Who pays for healthcare in India? Mostly, it is the consumer out of his own pocket.

Given the public-private split of health care expenditure, it is quite clear that it is the private expenditure which dominates i.e. the individual consumer who bears the cost of her own healthcare.  Let’s look at a further disaggregation of public spending and private spending to understand this.

In 2018-19, the Ministry of Health and Family Welfare received an allocation of Rs 54,600 crore(an increase of 2% over 2017-18).  The National Health Mission (NHM) received the highest allocation at Rs 30,130 crore and constitutes 55% of the total Ministry allocation (see Table 1).  Despite a higher allocation, NHM has seen a decline in the allocation vis-à-vis 2017-18.

Interestingly, in 2017-18, expenditure on NHM is expected to be Rs 4,000 crore more than what had been estimated earlier.  This may indicate a greater capacity to spend than what was earlier allocated.  A similar trend is exhibited at the overall Ministry level where the utilisation of the allocated funds has been over 100% in the last three years.

Table 1State level spending

NITI Aayog report (2017) noted that low income states with low revenue capacity spend significant lower on social services like health.  Further, differences in the cost of delivering health services have contributed to health disparities among and within states.

Following the 14th Finance Commission recommendations, there has been an increase in the states’ share in central pool of taxes and they were given greater autonomy and flexibility to spend according to their priorities. Despite the enhanced share of states in central taxes, the increase in health budgets by some states has been marginal (see Figure 2).

Fig 2Consumer level spending

If cumulatively 30% of the total health expenditure is incurred by the public sector, the rest of the health expenditure, i.e. approximately 70% is borne by consumers.  Household health expenditures include out of pocket expenditures (95%) and insurance (5%). Out of pocket expenditure dominate and these are the payments made directly by individuals at the point of services which are not covered under any financial protection scheme.  The highest percentage of out of pocket health expenditure (52%) is made towards medicines (see Figure 3).

Fig 3

This is followed by private hospitals (22%), medical and diagnostic labs (10%), and patient transportation, and emergency rescue (6%).  Out of pocket expenditure is typically financed by household revenues (71%) (see Figure 4).

Fig 4

Note that 86% of rural population and 82% of urban population are not covered under any scheme of health expenditure support.   Due to high out of pocket healthcare expenditure, about 7% population is pushed below the poverty threshold every year.

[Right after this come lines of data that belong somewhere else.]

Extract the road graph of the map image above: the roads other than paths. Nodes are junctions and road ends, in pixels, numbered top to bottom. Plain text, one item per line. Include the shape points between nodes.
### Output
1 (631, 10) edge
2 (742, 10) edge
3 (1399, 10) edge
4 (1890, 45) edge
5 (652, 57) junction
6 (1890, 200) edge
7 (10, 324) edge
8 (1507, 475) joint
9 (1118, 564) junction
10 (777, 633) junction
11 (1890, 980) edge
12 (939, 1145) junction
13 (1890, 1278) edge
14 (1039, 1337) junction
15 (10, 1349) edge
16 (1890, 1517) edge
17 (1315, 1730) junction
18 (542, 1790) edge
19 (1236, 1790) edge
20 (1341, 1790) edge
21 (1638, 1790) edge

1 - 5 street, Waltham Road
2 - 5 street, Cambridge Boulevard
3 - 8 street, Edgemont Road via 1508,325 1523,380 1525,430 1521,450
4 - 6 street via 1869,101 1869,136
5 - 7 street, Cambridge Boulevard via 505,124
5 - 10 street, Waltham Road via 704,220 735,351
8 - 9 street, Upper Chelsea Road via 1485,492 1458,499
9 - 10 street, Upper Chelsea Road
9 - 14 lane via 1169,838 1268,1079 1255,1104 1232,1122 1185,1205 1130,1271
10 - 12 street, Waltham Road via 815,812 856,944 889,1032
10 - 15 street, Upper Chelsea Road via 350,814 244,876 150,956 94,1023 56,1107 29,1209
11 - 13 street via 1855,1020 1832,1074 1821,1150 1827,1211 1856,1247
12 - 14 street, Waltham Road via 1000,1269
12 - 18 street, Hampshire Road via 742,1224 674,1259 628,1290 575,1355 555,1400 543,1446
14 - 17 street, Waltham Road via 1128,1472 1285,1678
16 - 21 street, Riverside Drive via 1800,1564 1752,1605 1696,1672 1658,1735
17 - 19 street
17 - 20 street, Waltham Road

Out of the total number of persons covered under health insurance in India, three-fourths are covered under government sponsored health schemes and the balance one-fourth are covered by private insurers.  With respect to the government sponsored health insurance, more claims have been made in comparison to the premiums collected, i.e., the returns to the government have been negative.

It is in this context that the newly proposed National Health Protection Mission will be implemented.  First, the scheme seeks to provide coverage for hospitalisation at the secondary and tertiary levels of healthcare.  The High Level Expert Group set up by the Planning Commission (2011) recommended that the focus of healthcare provision in the country should be towards providing primary health care.  It observed that focus on prevention and early management of health problems can reduce the need for complicated specialist care provided at the tertiary level.  Note that depending on the level of care required, health institutions in India are broadly classified into three types: primary care (provided at primary health centres), secondary care (provided at district hospitals), and tertiary care institutions (provided at specialised hospitals like AIIMS).

Second, the focus of the Mission seems to be on hospitalisation (including pre and post hospitalisation charges).  However, most of the out of the pocket expenditure made by consumers is actually on buying medicines (52%) as seen in Figure 3.  Further, these purchases are mostly made for patients who do not need hospitalisation.